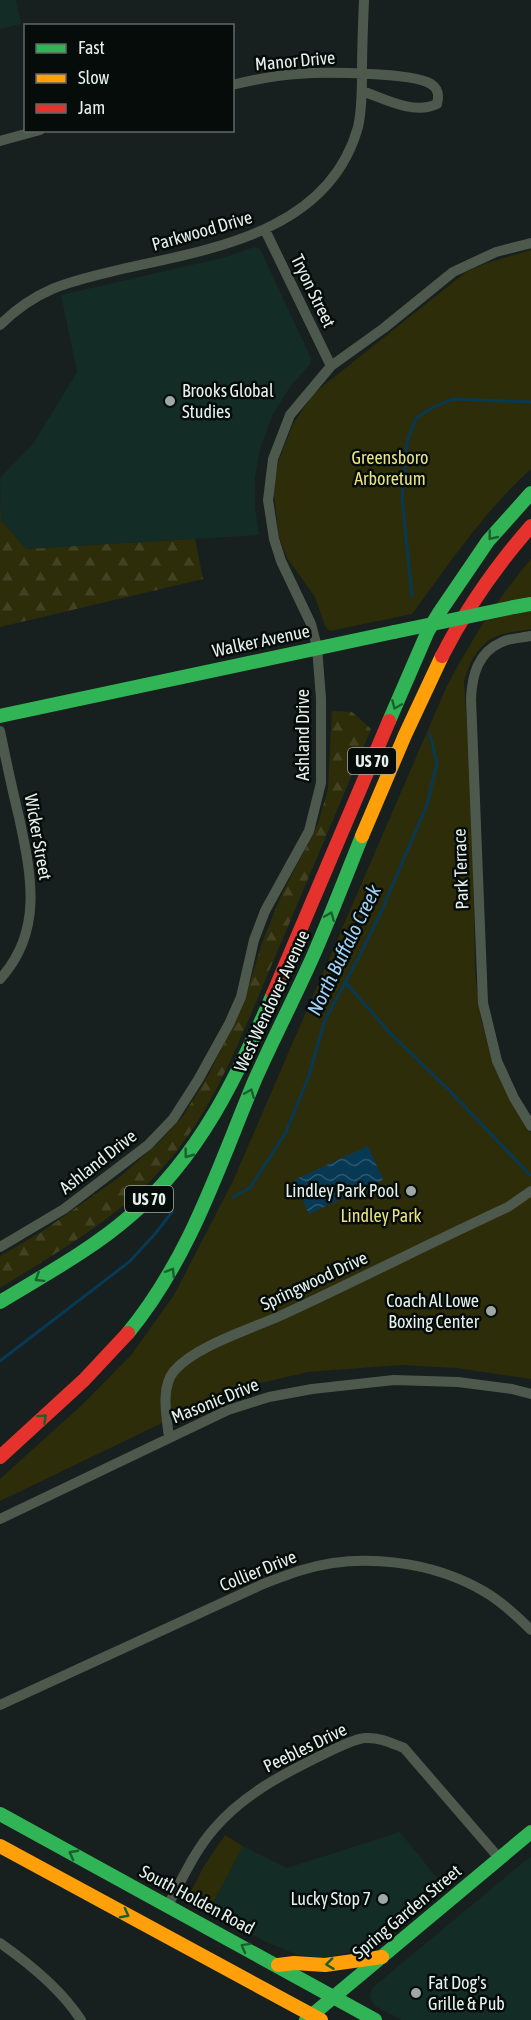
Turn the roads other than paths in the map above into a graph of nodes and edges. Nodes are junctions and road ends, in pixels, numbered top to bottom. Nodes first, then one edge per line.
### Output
1 (364, 0) edge
2 (362, 73) junction
3 (234, 85) edge
4 (362, 91) junction
5 (33, 132) edge
6 (0, 141) edge
7 (266, 230) junction
8 (531, 243) edge
9 (0, 325) edge
10 (331, 366) junction
11 (531, 493) edge
12 (531, 526) edge
13 (531, 604) edge
14 (531, 636) edge
15 (317, 647) junction
16 (0, 716) edge
17 (0, 731) edge
18 (0, 979) edge
19 (531, 1126) edge
20 (531, 1191) edge
21 (0, 1247) edge
22 (0, 1302) edge
23 (531, 1394) edge
24 (169, 1438) junction
25 (0, 1457) edge
26 (0, 1520) edge
27 (531, 1630) edge
28 (0, 1706) edge
29 (0, 1814) edge
30 (531, 1832) edge
31 (0, 1846) edge
32 (499, 1858) junction
33 (168, 1905) junction
34 (0, 1943) edge
35 (382, 1957) junction
36 (278, 1965) junction
37 (332, 1996) junction
38 (313, 2018) edge
39 (81, 2020) edge
40 (375, 2020) edge

1 - 2 street, Parkwood Drive
2 - 3 street, Manor Drive
2 - 4 street, Parkwood Drive
2 - 4 street, Manor Drive
4 - 7 street, Parkwood Drive
5 - 6 street
7 - 9 street, Parkwood Drive
7 - 10 street, Tryon Street
8 - 10 street, Ashland Drive
10 - 15 street, Ashland Drive
11 -> 22 main road, West Wendover Avenue / US 70
25 -> 12 main road, West Wendover Avenue / US 70
13 - 15 main road, Walker Avenue, bridge
14 - 19 street, Park Terrace
15 - 16 main road, Walker Avenue
15 - 21 street, Ashland Drive
17 - 18 street, Wicker Street
20 - 24 street, Springwood Drive
23 - 24 street, Masonic Drive
24 - 26 street, Masonic Drive
27 - 28 street, Collier Drive
33 -> 29 main road, South Holden Road
30 - 32 main road, Spring Garden Street
31 -> 38 main road
32 - 33 street, Peebles Drive
32 - 35 main road, Spring Garden Street
36 -> 33 main road, South Holden Road
34 - 39 street
35 -> 36 main road
35 - 37 main road, Spring Garden Street
36 - 37 main road, South Holden Road
37 - 38 main road, Spring Garden Street
37 - 40 main road, South Holden Road

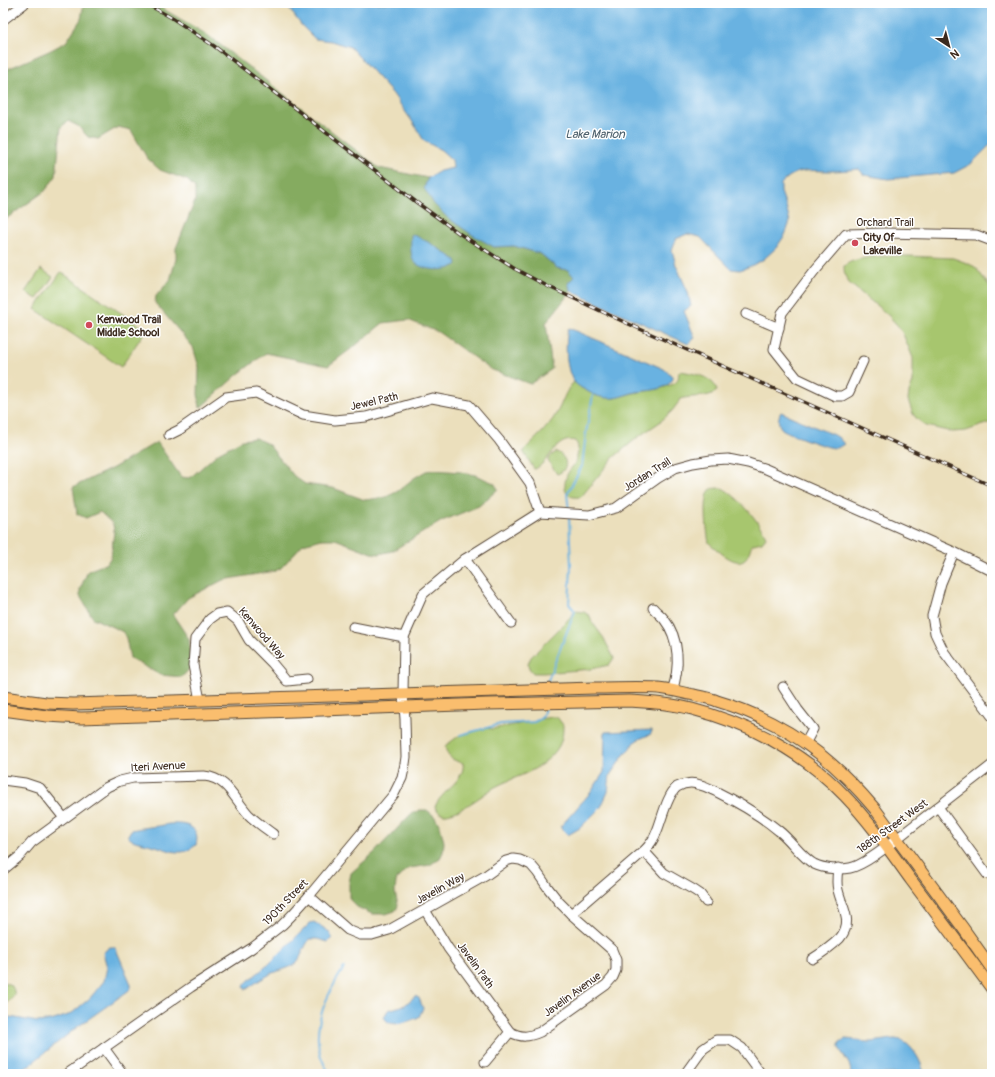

----

Task objective: Go through the listing above and find each line that contains "Parkwood", then copy it.

Expected answer:
1 - 2 street, Parkwood Drive
2 - 4 street, Parkwood Drive
4 - 7 street, Parkwood Drive
7 - 9 street, Parkwood Drive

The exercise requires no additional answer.